(Data records)
====
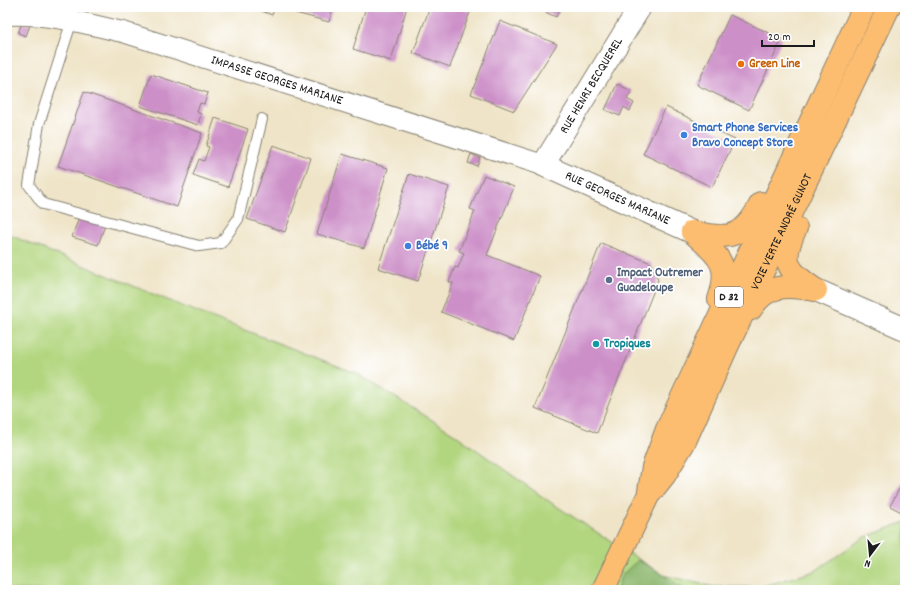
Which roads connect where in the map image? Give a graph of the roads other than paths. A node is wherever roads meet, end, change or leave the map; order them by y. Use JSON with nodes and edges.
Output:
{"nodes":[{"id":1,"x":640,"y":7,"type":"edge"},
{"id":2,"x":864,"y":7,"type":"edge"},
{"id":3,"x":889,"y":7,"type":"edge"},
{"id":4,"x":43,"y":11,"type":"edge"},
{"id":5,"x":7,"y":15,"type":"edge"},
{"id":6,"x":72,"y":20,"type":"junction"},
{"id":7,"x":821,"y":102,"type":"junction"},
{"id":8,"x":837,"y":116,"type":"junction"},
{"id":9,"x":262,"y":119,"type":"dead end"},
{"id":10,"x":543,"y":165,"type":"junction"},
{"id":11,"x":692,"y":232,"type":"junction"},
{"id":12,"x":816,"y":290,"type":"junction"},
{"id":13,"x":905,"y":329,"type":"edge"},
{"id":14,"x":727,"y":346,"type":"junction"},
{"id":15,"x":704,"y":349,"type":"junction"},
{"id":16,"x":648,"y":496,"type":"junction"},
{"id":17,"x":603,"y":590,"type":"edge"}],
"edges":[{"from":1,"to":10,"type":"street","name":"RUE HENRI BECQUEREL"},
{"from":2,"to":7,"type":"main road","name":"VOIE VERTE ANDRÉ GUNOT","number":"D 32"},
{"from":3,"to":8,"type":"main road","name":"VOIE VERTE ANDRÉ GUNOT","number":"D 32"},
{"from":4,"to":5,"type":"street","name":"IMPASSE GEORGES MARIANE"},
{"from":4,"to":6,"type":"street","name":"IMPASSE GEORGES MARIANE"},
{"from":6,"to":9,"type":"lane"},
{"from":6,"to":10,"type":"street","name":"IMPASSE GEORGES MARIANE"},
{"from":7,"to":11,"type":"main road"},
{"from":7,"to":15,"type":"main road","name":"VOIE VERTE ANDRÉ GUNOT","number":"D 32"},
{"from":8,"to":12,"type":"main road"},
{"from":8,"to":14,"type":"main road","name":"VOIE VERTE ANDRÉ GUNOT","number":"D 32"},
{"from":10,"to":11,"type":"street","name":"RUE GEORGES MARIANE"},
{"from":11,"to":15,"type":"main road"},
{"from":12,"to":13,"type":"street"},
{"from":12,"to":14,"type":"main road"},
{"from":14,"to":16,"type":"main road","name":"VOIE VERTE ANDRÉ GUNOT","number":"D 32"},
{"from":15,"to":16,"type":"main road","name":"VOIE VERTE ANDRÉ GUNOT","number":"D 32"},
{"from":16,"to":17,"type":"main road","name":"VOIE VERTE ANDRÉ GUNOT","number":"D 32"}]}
====
- WHAT YOU ARE ASKED TO DO
Restate the data above word for word, so that the only difference is the missing pictures.

- ANSWER TO THE EXERCISE
Which roads connect where in the map image? Give a graph of the roads other than paths. A node is wherever roads meet, end, change or leave the map; order them by y. Use JSON with nodes and edges.
Output:
{"nodes":[{"id":1,"x":640,"y":7,"type":"edge"},
{"id":2,"x":864,"y":7,"type":"edge"},
{"id":3,"x":889,"y":7,"type":"edge"},
{"id":4,"x":43,"y":11,"type":"edge"},
{"id":5,"x":7,"y":15,"type":"edge"},
{"id":6,"x":72,"y":20,"type":"junction"},
{"id":7,"x":821,"y":102,"type":"junction"},
{"id":8,"x":837,"y":116,"type":"junction"},
{"id":9,"x":262,"y":119,"type":"dead end"},
{"id":10,"x":543,"y":165,"type":"junction"},
{"id":11,"x":692,"y":232,"type":"junction"},
{"id":12,"x":816,"y":290,"type":"junction"},
{"id":13,"x":905,"y":329,"type":"edge"},
{"id":14,"x":727,"y":346,"type":"junction"},
{"id":15,"x":704,"y":349,"type":"junction"},
{"id":16,"x":648,"y":496,"type":"junction"},
{"id":17,"x":603,"y":590,"type":"edge"}],
"edges":[{"from":1,"to":10,"type":"street","name":"RUE HENRI BECQUEREL"},
{"from":2,"to":7,"type":"main road","name":"VOIE VERTE ANDRÉ GUNOT","number":"D 32"},
{"from":3,"to":8,"type":"main road","name":"VOIE VERTE ANDRÉ GUNOT","number":"D 32"},
{"from":4,"to":5,"type":"street","name":"IMPASSE GEORGES MARIANE"},
{"from":4,"to":6,"type":"street","name":"IMPASSE GEORGES MARIANE"},
{"from":6,"to":9,"type":"lane"},
{"from":6,"to":10,"type":"street","name":"IMPASSE GEORGES MARIANE"},
{"from":7,"to":11,"type":"main road"},
{"from":7,"to":15,"type":"main road","name":"VOIE VERTE ANDRÉ GUNOT","number":"D 32"},
{"from":8,"to":12,"type":"main road"},
{"from":8,"to":14,"type":"main road","name":"VOIE VERTE ANDRÉ GUNOT","number":"D 32"},
{"from":10,"to":11,"type":"street","name":"RUE GEORGES MARIANE"},
{"from":11,"to":15,"type":"main road"},
{"from":12,"to":13,"type":"street"},
{"from":12,"to":14,"type":"main road"},
{"from":14,"to":16,"type":"main road","name":"VOIE VERTE ANDRÉ GUNOT","number":"D 32"},
{"from":15,"to":16,"type":"main road","name":"VOIE VERTE ANDRÉ GUNOT","number":"D 32"},
{"from":16,"to":17,"type":"main road","name":"VOIE VERTE ANDRÉ GUNOT","number":"D 32"}]}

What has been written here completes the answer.